Data for this exercise
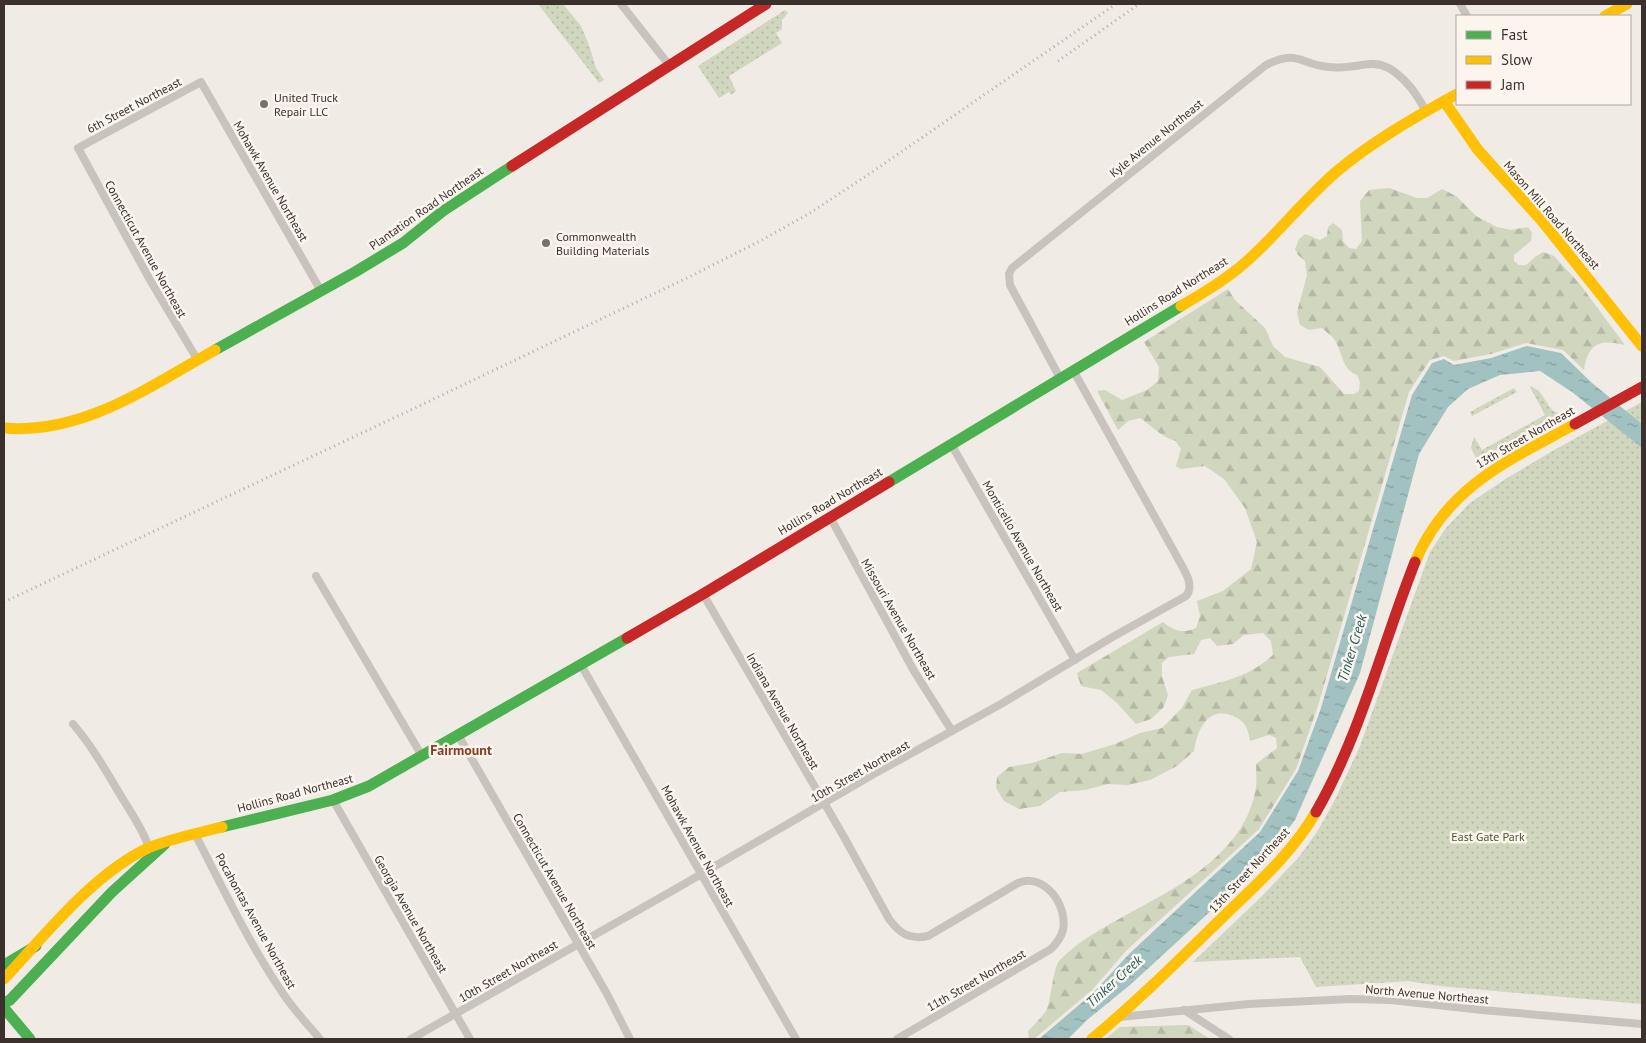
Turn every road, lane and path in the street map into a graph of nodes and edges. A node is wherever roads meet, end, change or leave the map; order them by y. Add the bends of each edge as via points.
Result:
...
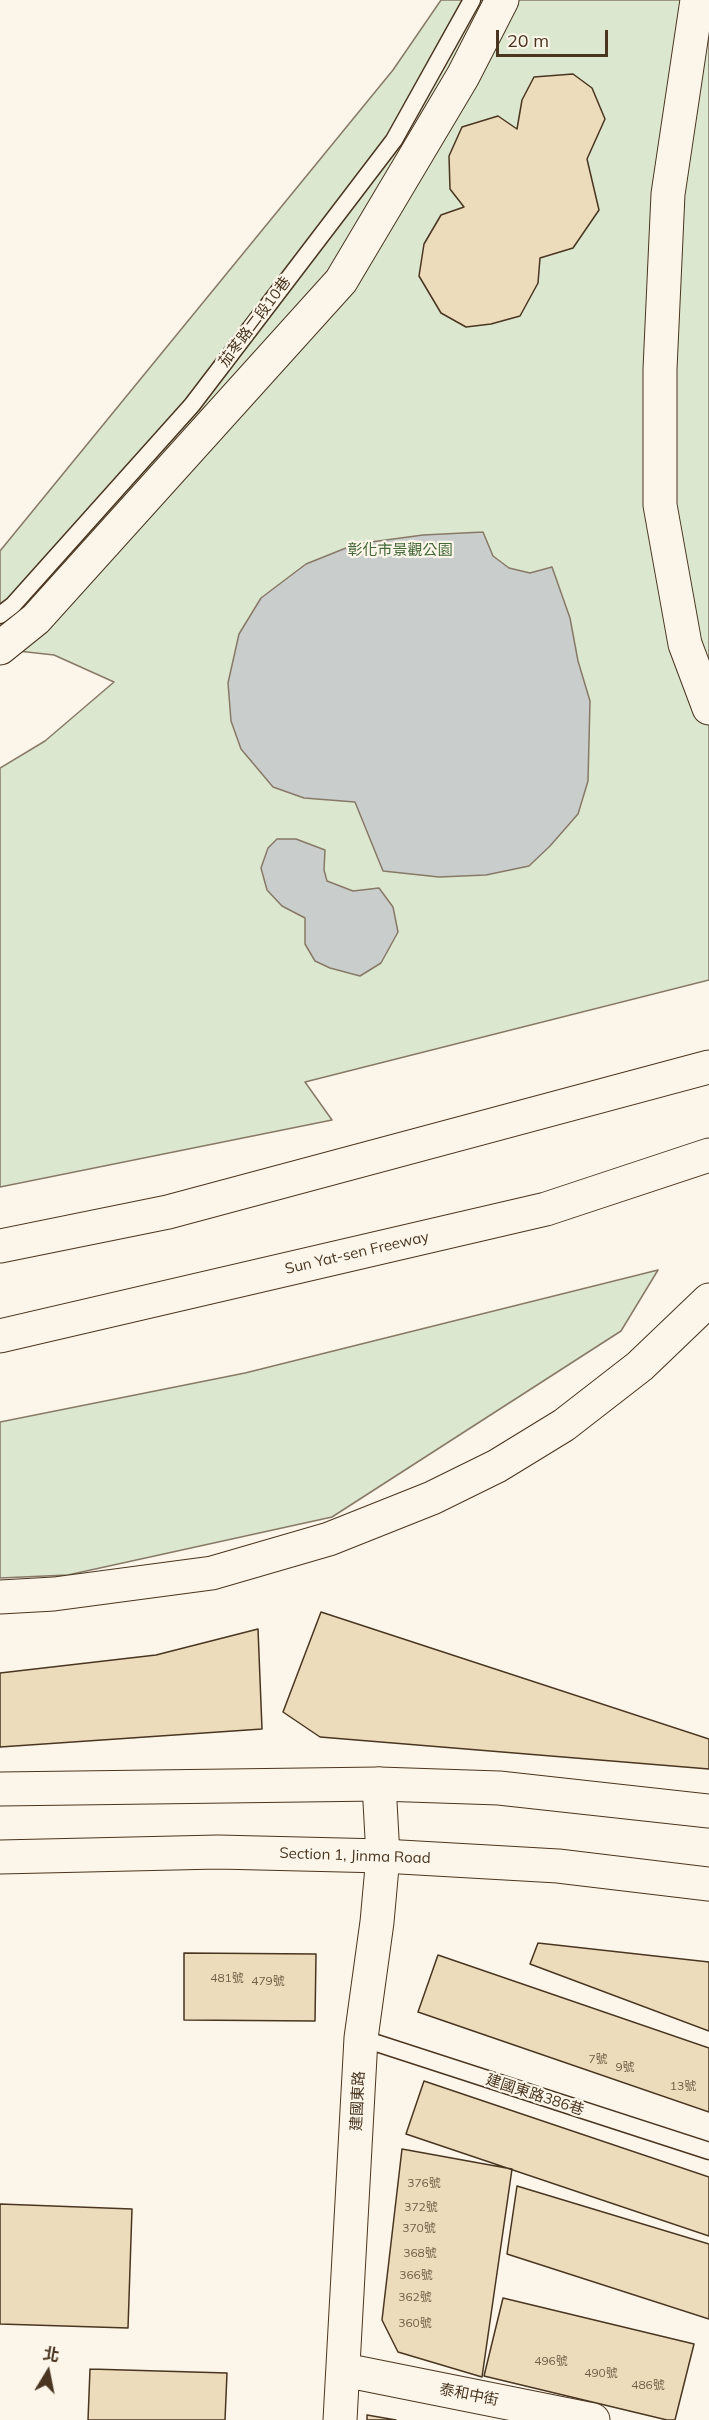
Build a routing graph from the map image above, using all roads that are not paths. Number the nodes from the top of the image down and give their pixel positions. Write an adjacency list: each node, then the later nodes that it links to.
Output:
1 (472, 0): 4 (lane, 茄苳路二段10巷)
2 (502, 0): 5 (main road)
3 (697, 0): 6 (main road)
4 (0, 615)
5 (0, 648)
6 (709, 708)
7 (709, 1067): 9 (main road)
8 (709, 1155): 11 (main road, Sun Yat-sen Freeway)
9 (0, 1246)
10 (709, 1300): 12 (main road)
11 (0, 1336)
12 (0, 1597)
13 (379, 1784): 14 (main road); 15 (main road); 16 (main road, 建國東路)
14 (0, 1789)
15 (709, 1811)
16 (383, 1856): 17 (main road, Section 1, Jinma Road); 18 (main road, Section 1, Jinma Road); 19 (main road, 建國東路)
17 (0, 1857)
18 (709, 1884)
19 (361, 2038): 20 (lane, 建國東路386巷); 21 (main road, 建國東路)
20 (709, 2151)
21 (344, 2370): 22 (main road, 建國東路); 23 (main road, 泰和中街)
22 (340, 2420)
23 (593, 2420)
---
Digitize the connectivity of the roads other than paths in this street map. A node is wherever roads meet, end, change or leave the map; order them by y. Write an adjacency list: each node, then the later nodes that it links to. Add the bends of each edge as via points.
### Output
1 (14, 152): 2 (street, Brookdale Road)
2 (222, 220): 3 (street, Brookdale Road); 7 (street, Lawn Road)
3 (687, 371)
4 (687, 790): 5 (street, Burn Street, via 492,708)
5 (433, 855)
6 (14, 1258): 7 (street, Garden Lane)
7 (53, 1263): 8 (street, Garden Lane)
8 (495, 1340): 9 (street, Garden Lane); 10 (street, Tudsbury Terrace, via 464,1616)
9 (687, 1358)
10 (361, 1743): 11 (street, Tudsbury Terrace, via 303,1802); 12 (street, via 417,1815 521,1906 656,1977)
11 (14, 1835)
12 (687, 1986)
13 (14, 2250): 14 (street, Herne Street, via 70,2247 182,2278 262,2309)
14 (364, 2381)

Your task
What belongs in the answer is each line of the data that has the word "change".

Task solution
Turn every road, lane and path in the street map into a graph of nodes and edges. A node is wherever roads meet, end, change or leave the map; order them by y. Add the bends of each edge as via points.
Digitize the connectivity of the roads other than paths in this street map. A node is wherever roads meet, end, change or leave the map; order them by y. Write an adjacency list: each node, then the later nodes that it links to. Add the bends of each edge as via points.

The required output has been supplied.